● **WHAT THE TASK ASKS**
Would you write out the entries below word for word, omitting the pictures?

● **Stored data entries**

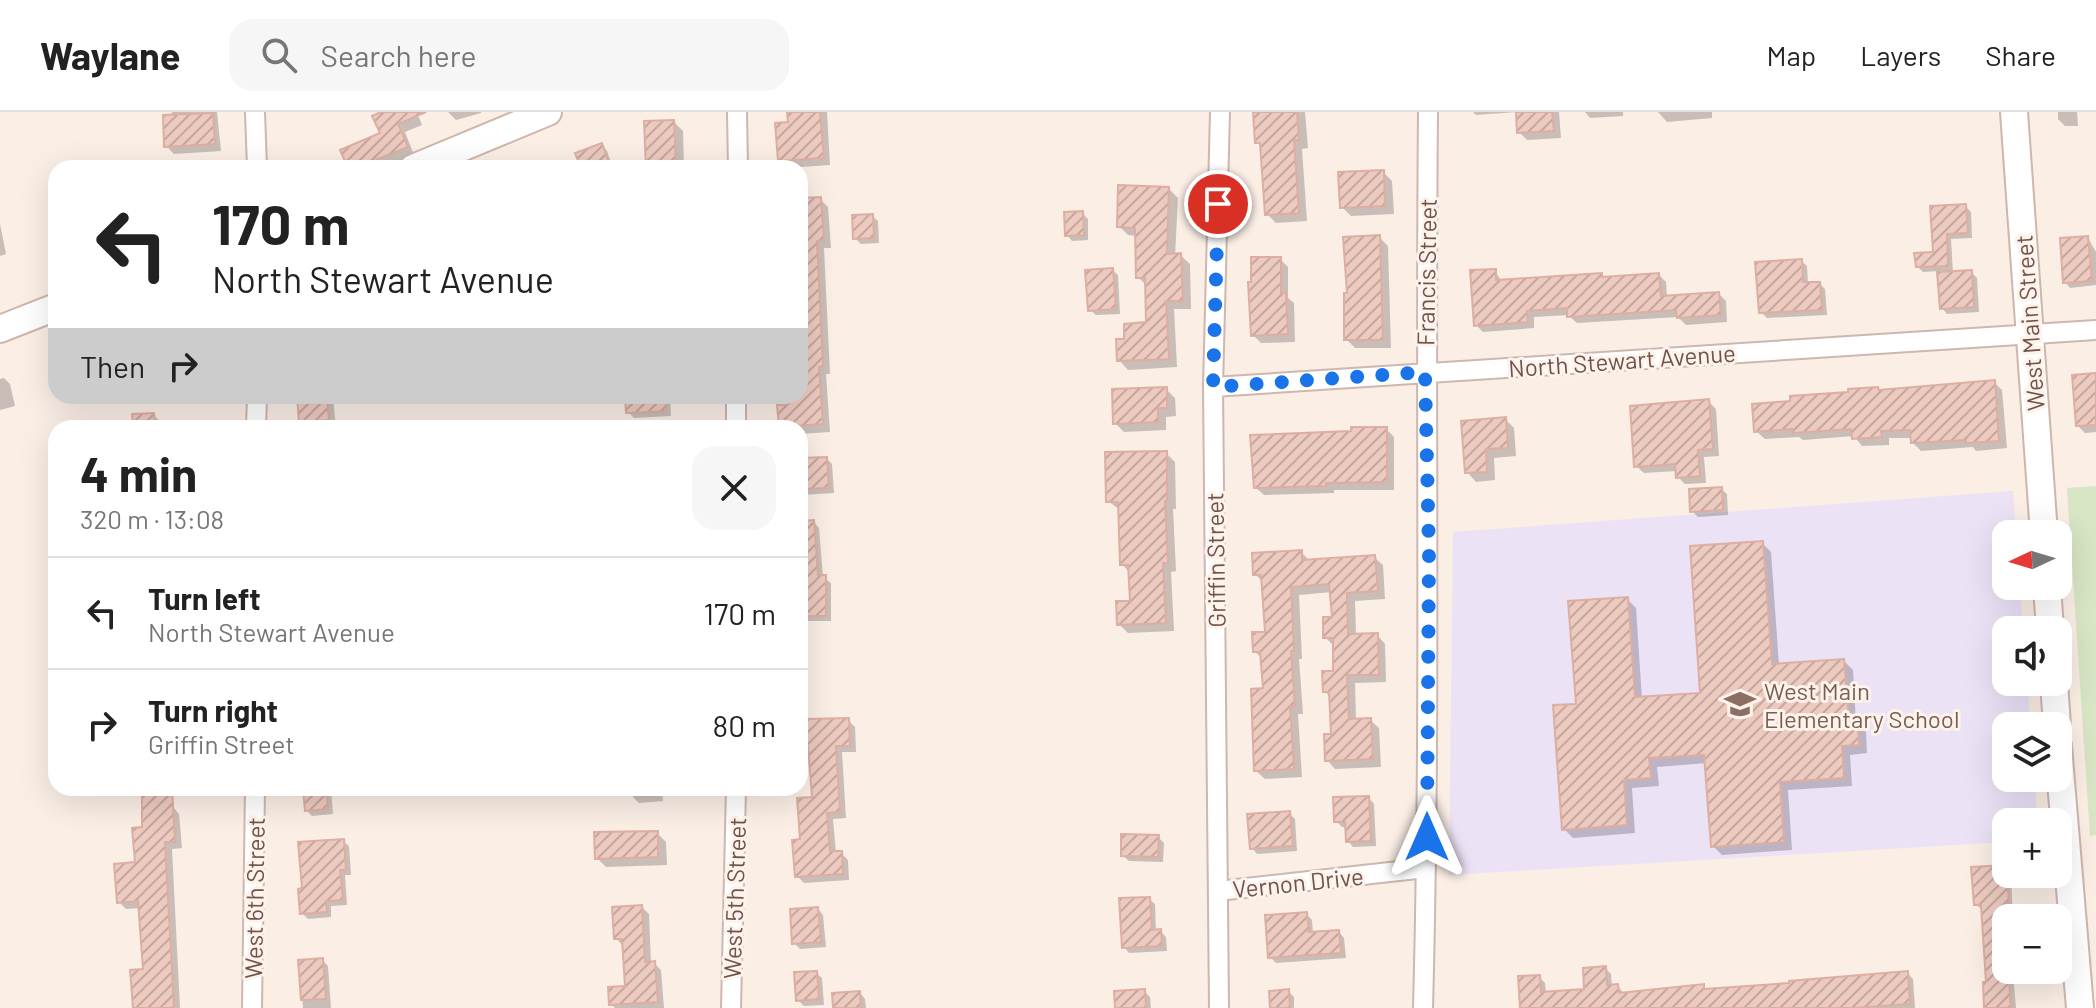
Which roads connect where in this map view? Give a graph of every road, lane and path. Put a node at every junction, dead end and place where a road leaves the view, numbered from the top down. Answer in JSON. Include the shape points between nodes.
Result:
{"nodes":[{"id":1,"x":255,"y":112,"type":"edge"},
{"id":2,"x":548,"y":112,"type":"edge"},
{"id":3,"x":737,"y":112,"type":"edge"},
{"id":4,"x":1220,"y":112,"type":"edge"},
{"id":5,"x":1428,"y":112,"type":"edge"},
{"id":6,"x":2014,"y":112,"type":"edge"},
{"id":7,"x":257,"y":160,"type":"edge"},
{"id":8,"x":432,"y":160,"type":"edge"},
{"id":9,"x":738,"y":160,"type":"edge"},
{"id":10,"x":48,"y":310,"type":"edge"},
{"id":11,"x":0,"y":329,"type":"edge"},
{"id":12,"x":2096,"y":330,"type":"edge"},
{"id":13,"x":2030,"y":334,"type":"junction"},
{"id":14,"x":1425,"y":372,"type":"junction"},
{"id":15,"x":1213,"y":387,"type":"junction"},
{"id":16,"x":2043,"y":520,"type":"edge"},
{"id":17,"x":2062,"y":792,"type":"edge"},
{"id":18,"x":255,"y":796,"type":"edge"},
{"id":19,"x":736,"y":796,"type":"edge"},
{"id":20,"x":1426,"y":868,"type":"junction"},
{"id":21,"x":1218,"y":891,"type":"junction"},
{"id":22,"x":252,"y":1008,"type":"edge"},
{"id":23,"x":731,"y":1008,"type":"edge"},
{"id":24,"x":1219,"y":1008,"type":"edge"},
{"id":25,"x":1423,"y":1008,"type":"edge"},
{"id":26,"x":2080,"y":1008,"type":"edge"}],
"edges":[{"from":1,"to":7,"type":"street"},
{"from":2,"to":8,"type":"main road"},
{"from":3,"to":9,"type":"street"},
{"from":4,"to":15,"type":"street","name":"Griffin Street"},
{"from":5,"to":14,"type":"street","name":"Francis Street"},
{"from":6,"to":13,"type":"main road","name":"West Main Street"},
{"from":10,"to":11,"type":"main road"},
{"from":12,"to":13,"type":"street","name":"North Stewart Avenue"},
{"from":13,"to":14,"type":"street","name":"North Stewart Avenue"},
{"from":13,"to":16,"type":"main road","name":"West Main Street"},
{"from":14,"to":15,"type":"street","name":"North Stewart Avenue"},
{"from":14,"to":20,"type":"street","name":"Francis Street"},
{"from":15,"to":21,"type":"street","name":"Griffin Street"},
{"from":17,"to":26,"type":"main road"},
{"from":18,"to":22,"type":"street","name":"West 6th Street"},
{"from":19,"to":23,"type":"street","name":"West 5th Street"},
{"from":20,"to":21,"type":"street","name":"Vernon Drive"},
{"from":20,"to":25,"type":"street","name":"Francis Street"},
{"from":21,"to":24,"type":"street","name":"Griffin Street"}]}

● **OUTPUT FOR THIS TASK**
Which roads connect where in this map view? Give a graph of every road, lane and path. Put a node at every junction, dead end and place where a road leaves the view, numbered from the top down. Answer in JSON. Include the shape points between nodes.
Result:
{"nodes":[{"id":1,"x":255,"y":112,"type":"edge"},
{"id":2,"x":548,"y":112,"type":"edge"},
{"id":3,"x":737,"y":112,"type":"edge"},
{"id":4,"x":1220,"y":112,"type":"edge"},
{"id":5,"x":1428,"y":112,"type":"edge"},
{"id":6,"x":2014,"y":112,"type":"edge"},
{"id":7,"x":257,"y":160,"type":"edge"},
{"id":8,"x":432,"y":160,"type":"edge"},
{"id":9,"x":738,"y":160,"type":"edge"},
{"id":10,"x":48,"y":310,"type":"edge"},
{"id":11,"x":0,"y":329,"type":"edge"},
{"id":12,"x":2096,"y":330,"type":"edge"},
{"id":13,"x":2030,"y":334,"type":"junction"},
{"id":14,"x":1425,"y":372,"type":"junction"},
{"id":15,"x":1213,"y":387,"type":"junction"},
{"id":16,"x":2043,"y":520,"type":"edge"},
{"id":17,"x":2062,"y":792,"type":"edge"},
{"id":18,"x":255,"y":796,"type":"edge"},
{"id":19,"x":736,"y":796,"type":"edge"},
{"id":20,"x":1426,"y":868,"type":"junction"},
{"id":21,"x":1218,"y":891,"type":"junction"},
{"id":22,"x":252,"y":1008,"type":"edge"},
{"id":23,"x":731,"y":1008,"type":"edge"},
{"id":24,"x":1219,"y":1008,"type":"edge"},
{"id":25,"x":1423,"y":1008,"type":"edge"},
{"id":26,"x":2080,"y":1008,"type":"edge"}],
"edges":[{"from":1,"to":7,"type":"street"},
{"from":2,"to":8,"type":"main road"},
{"from":3,"to":9,"type":"street"},
{"from":4,"to":15,"type":"street","name":"Griffin Street"},
{"from":5,"to":14,"type":"street","name":"Francis Street"},
{"from":6,"to":13,"type":"main road","name":"West Main Street"},
{"from":10,"to":11,"type":"main road"},
{"from":12,"to":13,"type":"street","name":"North Stewart Avenue"},
{"from":13,"to":14,"type":"street","name":"North Stewart Avenue"},
{"from":13,"to":16,"type":"main road","name":"West Main Street"},
{"from":14,"to":15,"type":"street","name":"North Stewart Avenue"},
{"from":14,"to":20,"type":"street","name":"Francis Street"},
{"from":15,"to":21,"type":"street","name":"Griffin Street"},
{"from":17,"to":26,"type":"main road"},
{"from":18,"to":22,"type":"street","name":"West 6th Street"},
{"from":19,"to":23,"type":"street","name":"West 5th Street"},
{"from":20,"to":21,"type":"street","name":"Vernon Drive"},
{"from":20,"to":25,"type":"street","name":"Francis Street"},
{"from":21,"to":24,"type":"street","name":"Griffin Street"}]}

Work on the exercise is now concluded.